Data extracted from a collection
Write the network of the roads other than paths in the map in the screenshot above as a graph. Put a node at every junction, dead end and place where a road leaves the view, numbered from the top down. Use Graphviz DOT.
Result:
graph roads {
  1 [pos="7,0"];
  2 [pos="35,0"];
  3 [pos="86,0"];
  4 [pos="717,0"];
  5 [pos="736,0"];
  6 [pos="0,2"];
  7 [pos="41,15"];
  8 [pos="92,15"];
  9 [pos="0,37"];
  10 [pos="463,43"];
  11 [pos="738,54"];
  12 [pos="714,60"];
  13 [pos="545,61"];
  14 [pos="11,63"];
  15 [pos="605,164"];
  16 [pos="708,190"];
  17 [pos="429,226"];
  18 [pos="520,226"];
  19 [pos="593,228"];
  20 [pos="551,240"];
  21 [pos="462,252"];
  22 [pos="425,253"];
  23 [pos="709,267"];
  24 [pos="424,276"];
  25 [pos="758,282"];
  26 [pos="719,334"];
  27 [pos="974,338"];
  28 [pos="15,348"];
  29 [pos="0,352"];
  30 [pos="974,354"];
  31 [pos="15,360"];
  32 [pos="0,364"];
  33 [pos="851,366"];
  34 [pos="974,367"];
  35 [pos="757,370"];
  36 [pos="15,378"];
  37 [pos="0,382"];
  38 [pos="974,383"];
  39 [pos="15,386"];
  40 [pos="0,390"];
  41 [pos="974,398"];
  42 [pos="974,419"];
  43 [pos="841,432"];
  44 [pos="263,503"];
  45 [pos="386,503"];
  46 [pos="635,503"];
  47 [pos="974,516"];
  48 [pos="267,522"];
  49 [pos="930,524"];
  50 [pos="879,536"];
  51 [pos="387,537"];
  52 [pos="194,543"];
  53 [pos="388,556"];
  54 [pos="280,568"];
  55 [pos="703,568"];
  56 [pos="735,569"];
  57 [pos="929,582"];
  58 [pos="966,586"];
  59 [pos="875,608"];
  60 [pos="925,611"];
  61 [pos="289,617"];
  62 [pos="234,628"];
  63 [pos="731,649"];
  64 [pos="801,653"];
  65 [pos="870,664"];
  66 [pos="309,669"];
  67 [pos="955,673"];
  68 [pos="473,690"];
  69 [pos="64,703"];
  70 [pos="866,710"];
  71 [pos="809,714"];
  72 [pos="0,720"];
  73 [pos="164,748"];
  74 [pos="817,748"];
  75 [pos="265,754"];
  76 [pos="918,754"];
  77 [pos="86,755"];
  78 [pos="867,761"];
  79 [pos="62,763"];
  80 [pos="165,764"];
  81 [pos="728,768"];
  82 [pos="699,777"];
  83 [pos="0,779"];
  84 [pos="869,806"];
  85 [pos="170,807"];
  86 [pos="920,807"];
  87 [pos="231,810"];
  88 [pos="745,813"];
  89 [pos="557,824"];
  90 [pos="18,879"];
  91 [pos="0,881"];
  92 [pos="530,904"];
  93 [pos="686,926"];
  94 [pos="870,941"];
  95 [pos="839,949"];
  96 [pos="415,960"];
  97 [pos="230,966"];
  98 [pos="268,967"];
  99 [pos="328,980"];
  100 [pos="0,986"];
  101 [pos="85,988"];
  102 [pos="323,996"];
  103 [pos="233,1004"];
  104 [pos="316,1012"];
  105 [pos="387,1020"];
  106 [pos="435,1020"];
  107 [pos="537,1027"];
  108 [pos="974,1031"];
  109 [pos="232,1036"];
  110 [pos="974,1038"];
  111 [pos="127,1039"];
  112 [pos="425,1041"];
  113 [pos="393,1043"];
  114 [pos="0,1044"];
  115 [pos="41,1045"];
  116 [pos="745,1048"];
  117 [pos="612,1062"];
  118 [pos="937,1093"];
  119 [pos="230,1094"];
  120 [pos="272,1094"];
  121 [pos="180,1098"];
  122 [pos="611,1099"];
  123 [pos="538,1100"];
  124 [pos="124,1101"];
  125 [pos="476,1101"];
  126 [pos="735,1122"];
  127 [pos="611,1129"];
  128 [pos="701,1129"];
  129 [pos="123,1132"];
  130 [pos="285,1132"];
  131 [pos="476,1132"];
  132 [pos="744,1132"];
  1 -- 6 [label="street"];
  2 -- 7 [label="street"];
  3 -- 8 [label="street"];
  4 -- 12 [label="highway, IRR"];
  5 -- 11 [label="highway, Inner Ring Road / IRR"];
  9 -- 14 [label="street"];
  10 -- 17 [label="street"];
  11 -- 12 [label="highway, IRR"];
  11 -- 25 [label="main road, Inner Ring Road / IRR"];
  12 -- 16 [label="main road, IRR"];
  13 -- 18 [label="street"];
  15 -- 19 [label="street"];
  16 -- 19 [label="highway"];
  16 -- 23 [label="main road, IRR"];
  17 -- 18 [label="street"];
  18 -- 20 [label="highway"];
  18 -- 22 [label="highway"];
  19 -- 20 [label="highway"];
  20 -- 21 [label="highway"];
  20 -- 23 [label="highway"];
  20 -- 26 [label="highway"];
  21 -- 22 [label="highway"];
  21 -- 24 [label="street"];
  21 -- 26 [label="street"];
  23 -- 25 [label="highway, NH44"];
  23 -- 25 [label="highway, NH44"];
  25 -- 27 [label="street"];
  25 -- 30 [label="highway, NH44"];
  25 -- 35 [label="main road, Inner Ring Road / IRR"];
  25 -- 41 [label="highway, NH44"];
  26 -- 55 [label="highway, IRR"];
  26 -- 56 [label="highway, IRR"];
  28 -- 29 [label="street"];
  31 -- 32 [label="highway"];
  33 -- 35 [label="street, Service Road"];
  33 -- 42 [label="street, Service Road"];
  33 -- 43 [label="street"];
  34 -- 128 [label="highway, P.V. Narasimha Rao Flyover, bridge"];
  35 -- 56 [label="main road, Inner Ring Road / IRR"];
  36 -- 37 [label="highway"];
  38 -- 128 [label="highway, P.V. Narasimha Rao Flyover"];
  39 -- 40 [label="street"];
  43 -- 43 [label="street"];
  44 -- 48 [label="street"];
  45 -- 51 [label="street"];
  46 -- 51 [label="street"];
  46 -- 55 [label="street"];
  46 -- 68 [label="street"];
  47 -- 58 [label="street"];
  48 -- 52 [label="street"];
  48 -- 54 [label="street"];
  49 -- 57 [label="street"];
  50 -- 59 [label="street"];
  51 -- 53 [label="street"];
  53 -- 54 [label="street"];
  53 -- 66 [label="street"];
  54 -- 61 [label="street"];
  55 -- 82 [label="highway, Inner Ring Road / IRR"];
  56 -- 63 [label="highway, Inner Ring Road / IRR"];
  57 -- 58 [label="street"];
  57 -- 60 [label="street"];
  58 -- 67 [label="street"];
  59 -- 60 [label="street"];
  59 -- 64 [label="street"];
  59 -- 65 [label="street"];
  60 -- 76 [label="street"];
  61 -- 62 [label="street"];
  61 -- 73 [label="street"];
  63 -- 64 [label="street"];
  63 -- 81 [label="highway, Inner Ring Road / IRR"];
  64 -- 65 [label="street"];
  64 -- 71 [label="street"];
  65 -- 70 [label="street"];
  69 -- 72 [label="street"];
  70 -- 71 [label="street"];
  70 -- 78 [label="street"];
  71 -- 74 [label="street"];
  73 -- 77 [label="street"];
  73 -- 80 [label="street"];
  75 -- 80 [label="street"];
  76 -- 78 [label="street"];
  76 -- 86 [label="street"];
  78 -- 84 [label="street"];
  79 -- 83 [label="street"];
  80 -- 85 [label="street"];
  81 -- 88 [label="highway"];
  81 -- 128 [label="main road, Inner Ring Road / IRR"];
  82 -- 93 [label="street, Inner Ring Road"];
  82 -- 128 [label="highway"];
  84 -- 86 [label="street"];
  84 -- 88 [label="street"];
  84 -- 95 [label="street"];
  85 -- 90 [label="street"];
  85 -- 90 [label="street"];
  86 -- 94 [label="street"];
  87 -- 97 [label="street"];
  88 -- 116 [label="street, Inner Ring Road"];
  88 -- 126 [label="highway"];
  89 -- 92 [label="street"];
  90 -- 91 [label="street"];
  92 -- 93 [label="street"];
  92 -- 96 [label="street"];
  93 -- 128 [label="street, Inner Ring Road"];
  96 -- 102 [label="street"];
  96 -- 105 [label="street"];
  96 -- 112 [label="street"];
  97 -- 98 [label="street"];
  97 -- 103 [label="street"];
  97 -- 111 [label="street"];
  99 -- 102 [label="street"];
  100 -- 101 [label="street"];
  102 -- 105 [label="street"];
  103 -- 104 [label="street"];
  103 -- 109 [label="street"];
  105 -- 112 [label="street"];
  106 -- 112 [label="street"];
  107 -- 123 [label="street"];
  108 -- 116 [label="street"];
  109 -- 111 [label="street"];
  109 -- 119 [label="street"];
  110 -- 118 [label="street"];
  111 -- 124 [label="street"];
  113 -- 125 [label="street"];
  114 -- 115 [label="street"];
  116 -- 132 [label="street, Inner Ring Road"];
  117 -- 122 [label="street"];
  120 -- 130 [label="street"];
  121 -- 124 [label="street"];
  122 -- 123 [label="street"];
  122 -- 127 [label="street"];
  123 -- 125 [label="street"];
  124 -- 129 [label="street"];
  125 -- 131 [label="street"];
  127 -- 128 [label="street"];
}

### PROBLEM TO WORK ON
Locate the word "Service" in the data above. Copy every line carrying it.

### TASK RESULT
  33 -- 35 [label="street, Service Road"];
  33 -- 42 [label="street, Service Road"];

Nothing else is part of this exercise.